Yazan  22 Mayıs 2007
Erken genel seçimler öncesi mevcut siyasi iktidarın başarılı icraatı ve oy hesapları yine ön plana çıktı. İş ve ekonomi çevreleri ekonomik istikrarın bozulmaması gerektiğinden,

Uluslar arası siyasi çevreler ise Cumhurbaşkanı adayı dış işleri bakanımızın başarılı uygulamalarından sıkça söz ediyorlar. Ancak dikkati çeken nokta, başarı ve istikrardan söz eden çevrelerin ya dış kaynaklar ya da global sermayenin ülkemizdeki temsilcileri oluşu. Yani her iki alanda da mevcut durumdan memnun olanlar yabancılar. 2003-2007 dönemi uygulamalara bakıldığı zaman bu memnuniyetin gerekçelerini ve sürekliliğinin neden istenildiğini kolayca anlamak mümkün.

Son dört yılı aşkın icraat döneminin ekonomideki en önemli icraat kalemini özelleştirme ve borçlanma politikaları oluşturuyor. Gerçekten de bu dönemde özelleştirme, geçmiş dönemlerle kıyaslanmayacak kadar hızlı yürütüldü. Başta Türk Telekom olmak üzere petro kimya sanayi, demir çelik sektörü, bankacılık, limanlar hızla özelleştirildi ve önemli ölçüde yabancı sermayeye teslim edildi. Bu satışlar sonrası birileri zengin oldu ama Türk toplumu fakirleşti. "Babalar gibi satarım" zihniyeti içinde (ülke toprakları da dahil) elde ne varsa satılarak açıklar kapatıldı. Böylece ekonomi gelişti, rakamlar büyüdü ve millet yoksullaştı.

Borçlanma politikaları da bu genel uygulamanın bir devamı olarak gelişti. Borç alabilmek,

daha çok borçlanabilmek bir başarı unsuru gibi takdim edildi. Son yarım yüzyılda "her doğan çocuğa yüklenen borç yükü" ince ince hesaplanırken, bu ölçü göz ardı edildi ve borçlarımız katlandı. Mesela Cumhuriyetin kuruluşundan 2003 yılına kadar geçen 80 yıllık sürede iç borç 90 milyar dolarken son dört yılda bu rakam 106 milyar dolar artarak 196 milyar dolara ulaştı. Yine aynı dönemde 63 milyar dolar olan kamu dış borcu 7 milyar dolar artarak 63 milyar dolardan 70 milyar dolara çıktı. Durum özel sektör dış borcu açısından daha da vahim bir tablo oluşturdu ve 80 yıllık sürede 45 milyar dolar olan borç miktarı son dört yılda yaklaşık ikiye katlanarak 117 milyar dolara çıktı. Doğal olarak borçlanma furyası bireyleri de etkiledi ve 2003 yılında bireysel taksitli satış ve kredi borcu 2.5 milyar dolar iken bu miktar 65 milyar dolara çıktı. Borç-faiz sarmalı altında ezilen Türk ekonomisinin ve Türk insanının seçimler öncesi tartışması gereken bu tablo gözden kaçırılarak farklı gündemler oluşturuldu.

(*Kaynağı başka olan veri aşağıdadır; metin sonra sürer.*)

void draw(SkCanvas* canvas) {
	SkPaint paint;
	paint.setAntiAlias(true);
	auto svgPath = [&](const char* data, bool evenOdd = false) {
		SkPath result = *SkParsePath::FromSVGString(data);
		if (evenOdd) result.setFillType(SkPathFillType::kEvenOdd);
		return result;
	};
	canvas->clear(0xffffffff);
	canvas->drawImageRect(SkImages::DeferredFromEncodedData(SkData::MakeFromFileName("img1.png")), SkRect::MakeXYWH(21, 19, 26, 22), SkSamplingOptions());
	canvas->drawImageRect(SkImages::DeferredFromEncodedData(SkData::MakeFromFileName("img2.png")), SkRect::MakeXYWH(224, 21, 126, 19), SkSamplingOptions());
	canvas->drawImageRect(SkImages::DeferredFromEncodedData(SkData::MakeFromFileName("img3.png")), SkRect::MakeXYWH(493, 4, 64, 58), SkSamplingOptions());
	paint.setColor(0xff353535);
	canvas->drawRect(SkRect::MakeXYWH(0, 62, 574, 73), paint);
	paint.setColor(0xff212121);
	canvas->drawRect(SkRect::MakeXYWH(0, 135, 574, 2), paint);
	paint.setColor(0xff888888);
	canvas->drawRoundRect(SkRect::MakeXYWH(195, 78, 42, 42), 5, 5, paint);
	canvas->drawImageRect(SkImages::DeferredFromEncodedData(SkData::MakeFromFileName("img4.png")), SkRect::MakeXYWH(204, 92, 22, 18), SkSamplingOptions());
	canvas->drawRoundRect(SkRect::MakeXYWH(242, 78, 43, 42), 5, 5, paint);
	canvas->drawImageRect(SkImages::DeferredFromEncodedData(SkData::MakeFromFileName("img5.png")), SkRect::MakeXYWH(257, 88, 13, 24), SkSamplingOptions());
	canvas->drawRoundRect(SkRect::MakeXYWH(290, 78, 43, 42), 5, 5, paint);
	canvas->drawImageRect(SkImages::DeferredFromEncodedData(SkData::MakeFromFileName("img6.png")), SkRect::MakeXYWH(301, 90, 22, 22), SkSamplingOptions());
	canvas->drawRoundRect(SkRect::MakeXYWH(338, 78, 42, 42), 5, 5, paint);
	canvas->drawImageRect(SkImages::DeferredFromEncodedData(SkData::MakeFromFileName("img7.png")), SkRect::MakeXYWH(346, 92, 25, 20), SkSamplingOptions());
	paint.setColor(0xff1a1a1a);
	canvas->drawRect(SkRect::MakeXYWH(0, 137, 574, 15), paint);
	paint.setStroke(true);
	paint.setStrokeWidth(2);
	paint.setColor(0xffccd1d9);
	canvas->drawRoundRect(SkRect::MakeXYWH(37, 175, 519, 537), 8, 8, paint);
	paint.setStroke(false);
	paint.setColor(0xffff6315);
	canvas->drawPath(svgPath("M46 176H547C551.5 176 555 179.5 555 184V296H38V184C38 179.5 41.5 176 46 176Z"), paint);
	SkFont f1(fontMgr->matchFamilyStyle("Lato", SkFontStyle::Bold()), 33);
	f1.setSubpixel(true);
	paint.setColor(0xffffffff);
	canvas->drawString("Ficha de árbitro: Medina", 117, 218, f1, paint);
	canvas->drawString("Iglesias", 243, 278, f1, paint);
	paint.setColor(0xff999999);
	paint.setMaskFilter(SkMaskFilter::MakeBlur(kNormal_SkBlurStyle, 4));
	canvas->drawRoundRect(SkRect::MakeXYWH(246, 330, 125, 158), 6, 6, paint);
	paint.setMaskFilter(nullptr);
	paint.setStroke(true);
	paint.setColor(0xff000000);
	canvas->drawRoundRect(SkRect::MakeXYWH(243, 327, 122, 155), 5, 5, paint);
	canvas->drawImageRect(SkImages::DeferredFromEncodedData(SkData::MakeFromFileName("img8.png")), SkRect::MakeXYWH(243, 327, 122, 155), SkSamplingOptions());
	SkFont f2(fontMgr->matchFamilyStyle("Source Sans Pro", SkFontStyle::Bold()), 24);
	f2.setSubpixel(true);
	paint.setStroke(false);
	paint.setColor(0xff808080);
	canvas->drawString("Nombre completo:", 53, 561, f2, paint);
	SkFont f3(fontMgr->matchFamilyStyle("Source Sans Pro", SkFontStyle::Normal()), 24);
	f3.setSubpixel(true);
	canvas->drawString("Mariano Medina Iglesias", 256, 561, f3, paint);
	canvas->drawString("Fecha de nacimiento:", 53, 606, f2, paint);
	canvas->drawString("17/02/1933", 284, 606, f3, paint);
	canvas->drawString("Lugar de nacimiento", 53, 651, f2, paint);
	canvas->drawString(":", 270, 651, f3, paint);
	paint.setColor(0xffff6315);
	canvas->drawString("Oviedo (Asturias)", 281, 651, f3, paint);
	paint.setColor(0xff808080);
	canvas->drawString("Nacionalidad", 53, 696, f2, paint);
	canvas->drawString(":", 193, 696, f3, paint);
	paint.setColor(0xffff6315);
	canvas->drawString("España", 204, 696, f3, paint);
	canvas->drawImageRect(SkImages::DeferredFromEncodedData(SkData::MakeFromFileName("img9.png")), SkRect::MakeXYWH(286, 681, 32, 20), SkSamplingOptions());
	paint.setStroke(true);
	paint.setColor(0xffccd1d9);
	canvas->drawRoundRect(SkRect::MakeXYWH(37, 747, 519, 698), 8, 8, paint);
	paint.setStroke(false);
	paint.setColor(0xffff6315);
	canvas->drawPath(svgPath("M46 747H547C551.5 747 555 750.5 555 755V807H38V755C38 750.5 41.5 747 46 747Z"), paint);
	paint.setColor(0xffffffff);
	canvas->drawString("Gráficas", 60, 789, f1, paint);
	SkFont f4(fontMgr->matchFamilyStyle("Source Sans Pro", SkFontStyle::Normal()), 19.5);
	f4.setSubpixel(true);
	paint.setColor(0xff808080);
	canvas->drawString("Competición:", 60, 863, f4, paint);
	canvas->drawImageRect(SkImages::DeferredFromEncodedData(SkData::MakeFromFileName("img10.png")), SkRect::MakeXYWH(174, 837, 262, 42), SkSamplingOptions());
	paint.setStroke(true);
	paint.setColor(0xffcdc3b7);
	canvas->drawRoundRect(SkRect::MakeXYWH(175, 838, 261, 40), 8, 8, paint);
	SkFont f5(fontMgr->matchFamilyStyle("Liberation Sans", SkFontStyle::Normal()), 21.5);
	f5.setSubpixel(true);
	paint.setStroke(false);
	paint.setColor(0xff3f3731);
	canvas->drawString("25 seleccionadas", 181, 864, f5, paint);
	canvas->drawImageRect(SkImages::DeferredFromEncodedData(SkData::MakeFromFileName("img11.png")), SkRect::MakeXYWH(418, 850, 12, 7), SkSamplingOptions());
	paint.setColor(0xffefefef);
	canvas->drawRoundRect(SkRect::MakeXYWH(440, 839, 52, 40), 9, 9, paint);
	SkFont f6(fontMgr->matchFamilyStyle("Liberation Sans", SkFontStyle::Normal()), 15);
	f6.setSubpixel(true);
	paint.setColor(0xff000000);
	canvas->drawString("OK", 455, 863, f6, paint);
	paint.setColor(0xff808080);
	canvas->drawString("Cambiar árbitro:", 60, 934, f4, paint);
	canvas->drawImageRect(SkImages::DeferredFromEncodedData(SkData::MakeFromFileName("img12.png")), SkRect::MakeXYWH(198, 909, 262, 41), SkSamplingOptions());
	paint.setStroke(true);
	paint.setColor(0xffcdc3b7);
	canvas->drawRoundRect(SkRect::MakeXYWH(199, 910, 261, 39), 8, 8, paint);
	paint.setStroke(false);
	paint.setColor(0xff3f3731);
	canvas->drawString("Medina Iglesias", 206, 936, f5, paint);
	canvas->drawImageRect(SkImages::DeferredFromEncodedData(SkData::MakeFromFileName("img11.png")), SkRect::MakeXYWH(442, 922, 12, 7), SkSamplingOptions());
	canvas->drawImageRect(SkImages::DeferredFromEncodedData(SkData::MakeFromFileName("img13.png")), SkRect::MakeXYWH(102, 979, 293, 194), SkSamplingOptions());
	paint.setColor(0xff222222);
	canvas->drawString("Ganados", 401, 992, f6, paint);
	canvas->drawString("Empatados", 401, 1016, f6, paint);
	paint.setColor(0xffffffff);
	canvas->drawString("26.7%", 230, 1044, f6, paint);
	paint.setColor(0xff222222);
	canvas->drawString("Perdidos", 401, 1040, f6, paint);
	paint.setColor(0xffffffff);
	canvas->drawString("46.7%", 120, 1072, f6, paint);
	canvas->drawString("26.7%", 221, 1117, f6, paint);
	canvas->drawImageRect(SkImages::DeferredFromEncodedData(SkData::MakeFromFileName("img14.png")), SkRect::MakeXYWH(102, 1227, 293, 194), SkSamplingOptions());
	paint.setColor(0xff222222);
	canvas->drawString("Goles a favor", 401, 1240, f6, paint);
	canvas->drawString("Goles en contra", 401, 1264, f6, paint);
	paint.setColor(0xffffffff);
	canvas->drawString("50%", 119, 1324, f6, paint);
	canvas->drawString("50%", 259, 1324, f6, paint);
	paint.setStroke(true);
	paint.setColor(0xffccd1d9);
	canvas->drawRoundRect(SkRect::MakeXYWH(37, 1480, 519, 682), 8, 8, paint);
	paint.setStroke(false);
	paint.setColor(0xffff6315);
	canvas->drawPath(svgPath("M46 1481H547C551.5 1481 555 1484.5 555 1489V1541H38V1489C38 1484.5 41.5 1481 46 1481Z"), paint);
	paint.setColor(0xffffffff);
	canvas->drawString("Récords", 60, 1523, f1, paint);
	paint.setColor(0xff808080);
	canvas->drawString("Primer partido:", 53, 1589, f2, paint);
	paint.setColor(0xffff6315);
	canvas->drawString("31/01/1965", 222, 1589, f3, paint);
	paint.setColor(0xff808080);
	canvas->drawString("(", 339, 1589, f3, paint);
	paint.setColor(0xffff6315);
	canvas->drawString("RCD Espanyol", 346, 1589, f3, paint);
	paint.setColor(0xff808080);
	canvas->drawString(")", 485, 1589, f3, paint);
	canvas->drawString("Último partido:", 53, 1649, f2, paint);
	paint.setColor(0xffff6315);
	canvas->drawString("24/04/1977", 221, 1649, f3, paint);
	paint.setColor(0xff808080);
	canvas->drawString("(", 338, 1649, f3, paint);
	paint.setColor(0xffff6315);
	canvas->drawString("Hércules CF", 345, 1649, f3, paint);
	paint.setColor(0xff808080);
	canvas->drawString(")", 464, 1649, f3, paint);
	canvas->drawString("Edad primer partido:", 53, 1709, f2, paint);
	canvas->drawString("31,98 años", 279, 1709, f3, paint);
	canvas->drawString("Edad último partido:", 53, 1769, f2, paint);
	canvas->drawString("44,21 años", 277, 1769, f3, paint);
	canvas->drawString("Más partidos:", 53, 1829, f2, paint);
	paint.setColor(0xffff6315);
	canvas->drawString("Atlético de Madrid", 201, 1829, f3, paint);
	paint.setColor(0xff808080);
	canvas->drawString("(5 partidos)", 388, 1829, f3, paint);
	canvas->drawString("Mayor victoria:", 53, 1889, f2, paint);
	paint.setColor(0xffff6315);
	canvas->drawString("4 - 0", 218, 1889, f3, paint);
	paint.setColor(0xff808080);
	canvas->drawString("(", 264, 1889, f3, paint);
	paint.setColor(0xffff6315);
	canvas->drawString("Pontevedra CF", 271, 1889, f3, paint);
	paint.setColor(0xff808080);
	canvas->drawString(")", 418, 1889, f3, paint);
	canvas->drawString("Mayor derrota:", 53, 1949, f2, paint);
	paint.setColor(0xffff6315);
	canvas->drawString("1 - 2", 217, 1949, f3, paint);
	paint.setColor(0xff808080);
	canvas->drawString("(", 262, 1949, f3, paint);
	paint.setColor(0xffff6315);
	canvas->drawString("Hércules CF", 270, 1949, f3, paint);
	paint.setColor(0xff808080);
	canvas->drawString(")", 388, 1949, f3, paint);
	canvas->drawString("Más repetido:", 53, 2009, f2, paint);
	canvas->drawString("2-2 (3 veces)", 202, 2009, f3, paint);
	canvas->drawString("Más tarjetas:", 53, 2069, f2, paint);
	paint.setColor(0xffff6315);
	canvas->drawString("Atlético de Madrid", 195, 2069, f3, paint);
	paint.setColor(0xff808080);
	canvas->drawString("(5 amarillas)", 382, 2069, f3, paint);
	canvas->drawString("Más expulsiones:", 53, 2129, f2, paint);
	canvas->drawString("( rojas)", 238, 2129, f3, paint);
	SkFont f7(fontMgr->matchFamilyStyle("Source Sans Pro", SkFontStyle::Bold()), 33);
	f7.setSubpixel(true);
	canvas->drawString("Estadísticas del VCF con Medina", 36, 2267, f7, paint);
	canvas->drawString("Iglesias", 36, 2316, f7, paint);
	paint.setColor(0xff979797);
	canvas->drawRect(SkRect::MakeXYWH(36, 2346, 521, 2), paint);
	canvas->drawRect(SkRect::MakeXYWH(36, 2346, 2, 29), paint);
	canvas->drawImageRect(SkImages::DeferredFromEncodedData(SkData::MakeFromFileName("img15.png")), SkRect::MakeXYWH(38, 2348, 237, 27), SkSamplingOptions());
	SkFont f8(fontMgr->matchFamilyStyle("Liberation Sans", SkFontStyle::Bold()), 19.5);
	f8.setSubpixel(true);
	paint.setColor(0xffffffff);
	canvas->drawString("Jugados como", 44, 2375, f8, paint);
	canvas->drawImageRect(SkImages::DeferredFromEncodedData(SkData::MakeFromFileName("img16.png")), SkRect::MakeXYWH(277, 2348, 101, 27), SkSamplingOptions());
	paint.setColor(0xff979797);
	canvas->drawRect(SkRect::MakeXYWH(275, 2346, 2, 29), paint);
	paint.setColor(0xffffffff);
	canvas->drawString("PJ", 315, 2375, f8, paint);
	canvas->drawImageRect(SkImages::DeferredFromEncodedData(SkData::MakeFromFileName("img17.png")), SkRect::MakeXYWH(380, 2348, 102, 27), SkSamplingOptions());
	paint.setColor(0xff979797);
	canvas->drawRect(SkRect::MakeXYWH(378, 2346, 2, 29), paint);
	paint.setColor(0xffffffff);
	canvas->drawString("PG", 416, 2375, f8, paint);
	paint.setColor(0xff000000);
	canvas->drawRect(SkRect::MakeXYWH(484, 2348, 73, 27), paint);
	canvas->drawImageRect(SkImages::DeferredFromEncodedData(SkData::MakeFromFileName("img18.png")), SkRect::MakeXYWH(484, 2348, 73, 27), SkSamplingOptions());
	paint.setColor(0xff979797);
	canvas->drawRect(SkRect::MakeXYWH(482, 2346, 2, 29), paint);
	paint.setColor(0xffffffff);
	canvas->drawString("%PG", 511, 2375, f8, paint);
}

Benzeri bir ümitsiz tabloyu dış politika alanında da görmek mümkün.

Cumhurbaşkanlığı seçimleri sırasında oluşturduğu ve yönettiği dış politikalar sayesinde sergilediği başarılar üzerine adeta destanlar oluşturulan güleç yüzlü dışişleri bakanımızın hangi başarılarını takdir edeceğimizi bir türlü bilemedik. Zira son dört yıllık icraat döneminde Kıbrıs'taki kazanımlarımızı önemli ölçüde yitirdik. "Yes be annem" naralarıyla Kıbrıs Türkü'ne kabul ettirdiğimiz Annan Planı referandumu sonrasında AB ülkeleri izolasyonları kaldırmaya yanaşmadığı gibi, Türk askerinin adadaki varlığı da tartışılır hale geldi. Tek taraflı tavizlerle Lokmacı Barikatı'nın gerisine kadar püskürtüldük.

Kuzey Irak'ta Barzani'nin oluşturduğu sözde devletçik terörist üreten bataklığa dönüşürken ciddi tepki veremedik, herhangi bir önlem alamadık. Habur'u kapatmamıza, yeni sınır kapısı açmamıza, sıcak takip harekatına ABD izin vermedi. Kerkük ile ilgili Kürt planına karşı koyamadığımız gibi, "Kerkükle ilgilenirseniz biz de Diyarbakır'la ilgileniriz" gibi aklı aşan tehditlere muhatap olduk.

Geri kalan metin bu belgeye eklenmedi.